# TASK TO COMPLETE:
Show, from the records below, all lines that contain the word "dict".
+-------+
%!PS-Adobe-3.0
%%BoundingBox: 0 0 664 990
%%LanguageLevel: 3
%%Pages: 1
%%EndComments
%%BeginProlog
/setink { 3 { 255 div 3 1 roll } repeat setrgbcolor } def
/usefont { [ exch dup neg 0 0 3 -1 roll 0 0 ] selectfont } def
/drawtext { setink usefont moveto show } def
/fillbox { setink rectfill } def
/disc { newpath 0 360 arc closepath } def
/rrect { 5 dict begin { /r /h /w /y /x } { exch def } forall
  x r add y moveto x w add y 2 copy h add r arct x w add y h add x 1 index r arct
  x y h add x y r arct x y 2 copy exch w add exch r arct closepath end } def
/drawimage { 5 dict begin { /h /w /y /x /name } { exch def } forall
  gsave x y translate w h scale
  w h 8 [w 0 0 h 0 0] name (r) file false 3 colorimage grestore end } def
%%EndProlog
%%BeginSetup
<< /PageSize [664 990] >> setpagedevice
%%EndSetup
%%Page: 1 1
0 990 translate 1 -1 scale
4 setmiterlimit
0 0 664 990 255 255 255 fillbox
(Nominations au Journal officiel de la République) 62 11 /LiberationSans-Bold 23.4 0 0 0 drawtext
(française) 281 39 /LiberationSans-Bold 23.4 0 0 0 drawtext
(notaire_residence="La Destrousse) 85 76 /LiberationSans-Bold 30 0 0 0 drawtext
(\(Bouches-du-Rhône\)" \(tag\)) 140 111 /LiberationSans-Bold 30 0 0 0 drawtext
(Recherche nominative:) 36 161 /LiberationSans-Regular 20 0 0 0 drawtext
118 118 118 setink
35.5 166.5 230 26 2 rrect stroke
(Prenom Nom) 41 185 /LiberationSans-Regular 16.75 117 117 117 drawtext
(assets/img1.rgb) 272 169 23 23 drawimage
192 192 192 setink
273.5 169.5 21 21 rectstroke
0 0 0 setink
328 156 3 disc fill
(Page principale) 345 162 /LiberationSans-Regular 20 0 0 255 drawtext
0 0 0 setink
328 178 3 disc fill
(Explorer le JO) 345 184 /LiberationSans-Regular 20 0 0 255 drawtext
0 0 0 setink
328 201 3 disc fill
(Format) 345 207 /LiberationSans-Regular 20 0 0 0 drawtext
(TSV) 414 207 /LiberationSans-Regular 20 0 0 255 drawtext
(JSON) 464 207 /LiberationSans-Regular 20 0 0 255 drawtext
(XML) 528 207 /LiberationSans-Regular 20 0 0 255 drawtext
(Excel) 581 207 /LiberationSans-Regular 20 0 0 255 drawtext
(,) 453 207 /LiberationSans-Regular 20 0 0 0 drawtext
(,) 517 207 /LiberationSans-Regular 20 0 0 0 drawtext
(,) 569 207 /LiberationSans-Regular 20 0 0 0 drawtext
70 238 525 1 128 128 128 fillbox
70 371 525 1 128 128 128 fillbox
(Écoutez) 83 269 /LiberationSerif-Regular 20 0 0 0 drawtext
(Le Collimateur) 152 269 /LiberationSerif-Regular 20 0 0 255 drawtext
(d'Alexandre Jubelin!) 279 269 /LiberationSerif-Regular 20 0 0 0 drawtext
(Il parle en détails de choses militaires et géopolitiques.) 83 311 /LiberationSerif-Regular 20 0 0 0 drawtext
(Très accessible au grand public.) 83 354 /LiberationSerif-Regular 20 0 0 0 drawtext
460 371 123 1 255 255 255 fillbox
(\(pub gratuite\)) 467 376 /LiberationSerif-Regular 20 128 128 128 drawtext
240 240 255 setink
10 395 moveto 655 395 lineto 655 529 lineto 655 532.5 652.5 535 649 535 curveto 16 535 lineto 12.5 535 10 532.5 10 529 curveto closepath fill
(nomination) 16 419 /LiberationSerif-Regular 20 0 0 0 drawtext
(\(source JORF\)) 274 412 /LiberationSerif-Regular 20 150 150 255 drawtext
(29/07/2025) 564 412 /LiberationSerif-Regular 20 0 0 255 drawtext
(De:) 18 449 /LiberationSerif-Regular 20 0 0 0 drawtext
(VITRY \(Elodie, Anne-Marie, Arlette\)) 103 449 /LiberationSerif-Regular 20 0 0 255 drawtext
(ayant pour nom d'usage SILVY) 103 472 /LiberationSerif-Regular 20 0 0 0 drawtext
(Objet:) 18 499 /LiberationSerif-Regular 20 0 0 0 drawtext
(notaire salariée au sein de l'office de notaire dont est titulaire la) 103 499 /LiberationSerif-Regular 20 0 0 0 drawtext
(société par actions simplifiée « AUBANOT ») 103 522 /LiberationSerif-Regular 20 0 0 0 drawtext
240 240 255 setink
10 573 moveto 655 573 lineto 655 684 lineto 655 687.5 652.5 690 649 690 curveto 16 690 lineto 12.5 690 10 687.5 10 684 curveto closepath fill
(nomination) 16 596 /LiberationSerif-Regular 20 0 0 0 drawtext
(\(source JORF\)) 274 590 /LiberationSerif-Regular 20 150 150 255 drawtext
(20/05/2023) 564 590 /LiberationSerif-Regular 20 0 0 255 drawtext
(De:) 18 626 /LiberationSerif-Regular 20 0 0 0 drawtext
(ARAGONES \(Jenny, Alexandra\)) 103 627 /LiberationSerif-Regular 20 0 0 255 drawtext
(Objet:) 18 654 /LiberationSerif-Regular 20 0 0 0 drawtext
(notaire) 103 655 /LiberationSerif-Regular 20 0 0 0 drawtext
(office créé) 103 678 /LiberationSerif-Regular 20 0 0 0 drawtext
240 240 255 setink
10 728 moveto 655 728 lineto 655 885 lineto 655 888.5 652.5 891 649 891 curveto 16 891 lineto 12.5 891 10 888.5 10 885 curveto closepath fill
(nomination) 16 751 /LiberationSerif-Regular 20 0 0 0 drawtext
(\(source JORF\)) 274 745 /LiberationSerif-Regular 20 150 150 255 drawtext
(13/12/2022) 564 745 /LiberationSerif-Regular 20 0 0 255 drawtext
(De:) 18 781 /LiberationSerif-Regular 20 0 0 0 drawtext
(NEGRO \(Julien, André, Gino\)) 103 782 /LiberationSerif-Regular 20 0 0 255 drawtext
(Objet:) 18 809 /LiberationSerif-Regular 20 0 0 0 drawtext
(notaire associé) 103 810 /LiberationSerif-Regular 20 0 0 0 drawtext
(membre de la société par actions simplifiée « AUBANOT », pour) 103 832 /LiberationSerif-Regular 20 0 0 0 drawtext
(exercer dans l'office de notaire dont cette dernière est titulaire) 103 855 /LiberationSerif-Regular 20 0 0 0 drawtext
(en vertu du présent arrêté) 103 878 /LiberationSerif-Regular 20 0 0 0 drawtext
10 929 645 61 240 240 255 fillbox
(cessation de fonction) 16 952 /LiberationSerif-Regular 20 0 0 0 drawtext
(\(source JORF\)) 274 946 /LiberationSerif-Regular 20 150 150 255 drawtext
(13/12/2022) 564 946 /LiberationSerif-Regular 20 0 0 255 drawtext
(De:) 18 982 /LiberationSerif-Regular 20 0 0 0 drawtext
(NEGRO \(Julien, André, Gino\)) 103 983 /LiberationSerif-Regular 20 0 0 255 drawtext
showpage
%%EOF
+-------+
# EXERCISE RESULT:
/rrect { 5 dict begin { /r /h /w /y /x } { exch def } forall
/drawimage { 5 dict begin { /h /w /y /x /name } { exch def } forall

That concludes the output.